Le bailleur face au dépôt de bilan de son locataire commercial

"Le Code de commerce fait interdiction au bailleur de prendre la moindre initiative pendant trois mois".

Publié le 06/05/2026 par Bignon Lebray / Lecture libre / Temps estimé: 2 minutes

Philippe Larivière, avocat associé Bignon Lebray, restructuration - entreprises en difficulté
Philippe Larivière, avocat associé Bignon Lebray, restructuration - entreprises en difficulté

Les créanciers sont de manière générale assez mal lotis face à la faillite (sauvegarde, redressement ou liquidation judiciaire) de leur cocontractant, avec notamment l’obligation de déclarer leurs créances au passif de leur débiteur et celle de devoir poursuivre leurs relations commerciales avec ce dernier malgré les impayés subis. La situation du bailleur est, à cet égard, encore moins enviable. En effet, l’arriéré locatif fait habituellement l’objet, à l’initiative du bailleur, d’une procédure en référé visant à faire constater l’acquisition de la clause résolutoire, après délivrance d’un commandement de payer demeuré sans suite pendant un mois. Or, une telle procédure n’est pas considérée comme une instance en cours au sens des textes et, même engagée avant le dépôt de bilan du locataire, elle est vouée à l’échec si elle n’a pu donner lieu à une décision définitive avant cette date. Par ailleurs, à la différence des autres cocontractants, le Code de commerce fait interdiction au bailleur de prendre la moindre initiative pendant trois mois à compter de l’ouverture de la procédure collective de son locataire. Ce dernier a certes l’obligation de reprendre le paiement de ses loyers et charges dès après l’ouverture de la procédure, mais durant cette période les droits du bailleur sont neutralisés, ce qui offre de fait au locataire une forme de franchise.

Quelques points de vigilance sont à signaler pour préserver les droits du bailleur.
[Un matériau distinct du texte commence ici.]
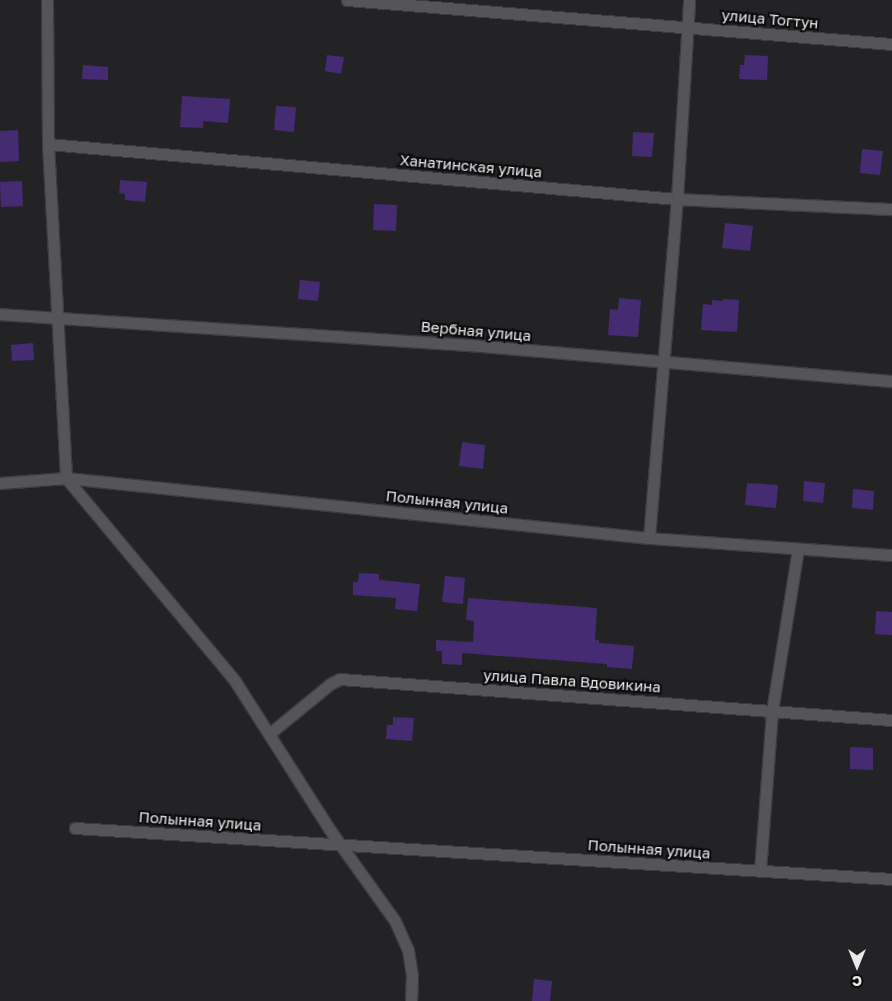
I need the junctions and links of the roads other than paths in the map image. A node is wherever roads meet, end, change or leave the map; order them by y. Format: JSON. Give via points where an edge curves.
{"nodes":[{"id":1,"x":47,"y":0,"type":"edge"},
{"id":2,"x":347,"y":0,"type":"edge"},
{"id":3,"x":689,"y":0,"type":"edge"},
{"id":4,"x":687,"y":27,"type":"junction"},
{"id":5,"x":892,"y":44,"type":"edge"},
{"id":6,"x":48,"y":144,"type":"junction"},
{"id":7,"x":677,"y":198,"type":"junction"},
{"id":8,"x":892,"y":209,"type":"edge"},
{"id":9,"x":0,"y":314,"type":"edge"},
{"id":10,"x":58,"y":318,"type":"junction"},
{"id":11,"x":663,"y":363,"type":"junction"},
{"id":12,"x":892,"y":381,"type":"edge"},
{"id":13,"x":66,"y":478,"type":"junction"},
{"id":14,"x":0,"y":483,"type":"edge"},
{"id":15,"x":649,"y":538,"type":"junction"},
{"id":16,"x":798,"y":549,"type":"junction"},
{"id":17,"x":892,"y":555,"type":"edge"},
{"id":18,"x":772,"y":711,"type":"junction"},
{"id":19,"x":892,"y":720,"type":"edge"},
{"id":20,"x":270,"y":734,"type":"junction"},
{"id":21,"x":75,"y":828,"type":"dead end"},
{"id":22,"x":340,"y":845,"type":"junction"},
{"id":23,"x":760,"y":870,"type":"junction"},
{"id":24,"x":892,"y":879,"type":"edge"},
{"id":25,"x":411,"y":1001,"type":"edge"}],
"edges":[{"from":1,"to":6,"type":"street"},
{"from":2,"to":4,"type":"street","name":"улица Тогтун"},
{"from":3,"to":4,"type":"street"},
{"from":4,"to":5,"type":"street","name":"улица Тогтун"},
{"from":4,"to":7,"type":"street"},
{"from":6,"to":7,"type":"street","name":"Ханатинская улица"},
{"from":6,"to":10,"type":"street"},
{"from":7,"to":8,"type":"street","name":"Ханатинская улица"},
{"from":7,"to":11,"type":"street"},
{"from":9,"to":10,"type":"street","name":"Вербная улица"},
{"from":10,"to":11,"type":"street","name":"Вербная улица","via":[[470,345]]},
{"from":10,"to":13,"type":"street"},
{"from":11,"to":12,"type":"street","name":"Вербная улица"},
{"from":11,"to":15,"type":"street"},
{"from":13,"to":14,"type":"street","name":"Полынная улица"},
{"from":13,"to":15,"type":"street","name":"Полынная улица"},
{"from":13,"to":20,"type":"street","via":[[235,681]]},
{"from":15,"to":16,"type":"street","name":"Полынная улица"},
{"from":16,"to":17,"type":"street","name":"Полынная улица"},
{"from":16,"to":18,"type":"street"},
{"from":18,"to":19,"type":"street","name":"улица Павла Вдовикина"},
{"from":18,"to":20,"type":"street","name":"улица Павла Вдовикина","via":[[340,680],[330,684]]},
{"from":18,"to":23,"type":"street"},
{"from":20,"to":22,"type":"street"},
{"from":21,"to":22,"type":"street","name":"Полынная улица"},
{"from":22,"to":23,"type":"street","name":"Полынная улица"},
{"from":22,"to":25,"type":"street","via":[[395,921],[408,950],[412,974]]},
{"from":23,"to":24,"type":"street","name":"Полынная улица"}]}
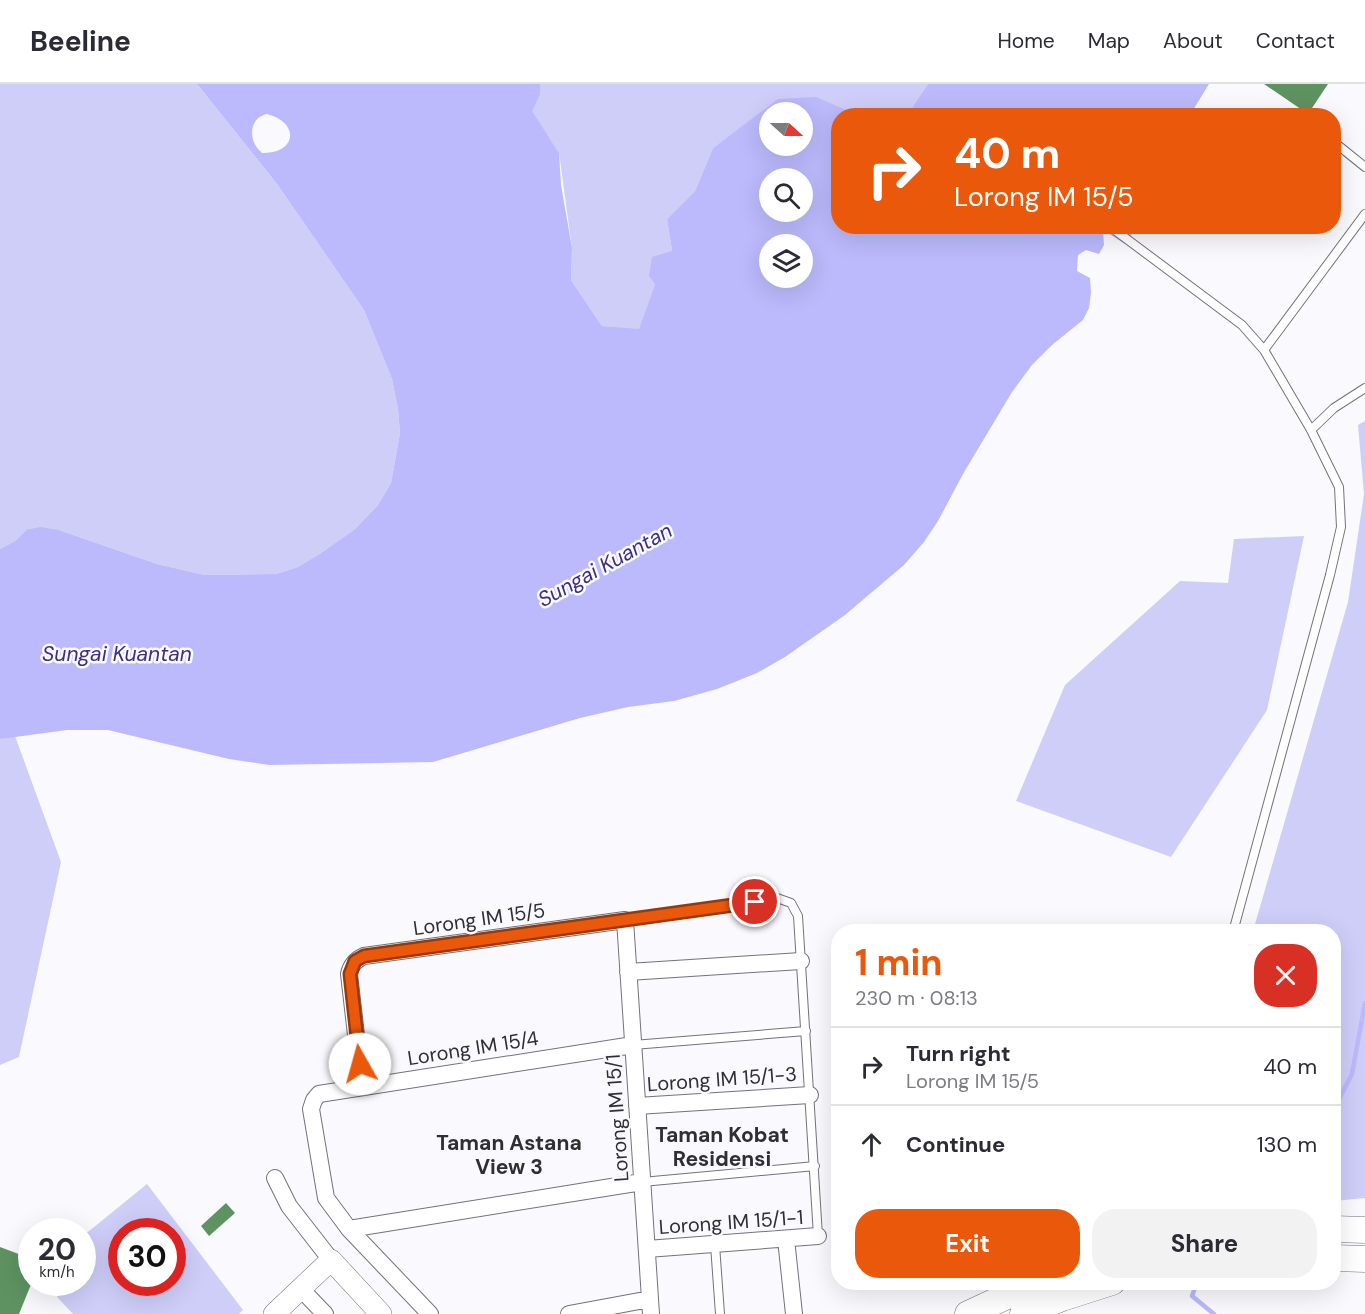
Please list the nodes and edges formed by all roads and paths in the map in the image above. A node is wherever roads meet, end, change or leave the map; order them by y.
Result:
1 (1341, 148) edge
2 (1365, 168) edge
3 (1365, 214) edge
4 (1120, 234) edge
5 (1264, 350) junction
6 (1365, 388) edge
7 (1311, 430) junction
8 (625, 920) junction
9 (1235, 924) edge
10 (801, 961) junction
11 (628, 972) junction
12 (806, 1031) junction
13 (633, 1045) junction
14 (362, 1087) junction
15 (810, 1095) junction
16 (637, 1106) junction
17 (814, 1167) junction
18 (275, 1178) dead end
19 (642, 1182) junction
20 (349, 1229) junction
21 (1341, 1229) edge
22 (1365, 1230) edge
23 (818, 1236) joint
24 (786, 1239) junction
25 (715, 1245) junction
26 (647, 1249) junction
27 (1341, 1258) edge
28 (1365, 1259) edge
29 (331, 1260) junction
30 (301, 1289) junction
31 (1020, 1290) edge
32 (1087, 1290) edge
33 (651, 1307) edge
34 (274, 1314) edge
35 (325, 1314) edge
36 (381, 1314) edge
37 (430, 1314) edge
38 (569, 1314) edge
39 (720, 1314) edge
40 (794, 1314) edge
41 (968, 1314) edge
42 (1023, 1314) edge

1 - 2 lane
3 - 5 lane
4 - 5 lane
5 - 7 lane
6 - 7 lane
7 - 9 lane
8 - 10 lane
8 - 11 street, Lorong IM 15/1
8 - 14 street, Lorong IM 15/5
10 - 11 street
10 - 12 lane
11 - 13 street, Lorong IM 15/1
12 - 13 lane
12 - 15 lane
13 - 14 street, Lorong IM 15/4
13 - 16 street, Lorong IM 15/1
14 - 20 street, Lorong IM 15/4
15 - 16 street, Lorong IM 15/1-3
15 - 17 lane
16 - 19 street, Lorong IM 15/1
17 - 19 lane
17 - 23 lane
18 - 29 street
19 - 20 street
19 - 26 street, Lorong IM 15/1
20 - 37 street
21 - 22 main road
23 - 24 street, Lorong IM 15/1-1
24 - 25 street, Lorong IM 15/1-1
24 - 40 street
25 - 26 street, Lorong IM 15/1-1
25 - 39 lane
26 - 33 street, Lorong IM 15/1
27 - 28 main road
29 - 30 street
29 - 36 street
30 - 34 street
30 - 35 street
31 - 41 main road
32 - 42 main road
33 - 38 street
Initier le contentieux dès les premiers signes de difficulté, pour maximiser les chances d’obtenir une décision de résiliation définitive opposable. En cas d’ouverture d’une procédure, déclarer au passif les charges locatives antérieures non encore liquidées, sur la base d’une évaluation, sous peine qu’elles soient définitivement perdues et ne puissent, en cas de résiliation du bail, venir se compenser avec le dépôt de garantie à restituer à la liquidation.

Enfin, et surtout, continuer à facturer et surveiller le paiement des loyers et charges dus postérieurement à l’ouverture de la procédure, puis saisir sans délai le juge-commissaire après trois mois d’impayés, afin de faire constater la résiliation de plein droit du bail. Restera ensuite à obtenir résoudre la question du mobilier demeuré dans les locaux et obtenir leur restitution auprès du liquidateur, ce qui peut générer des délais importants et un préjudice difficilement indemnisable si le bailleur n’est pas proactif.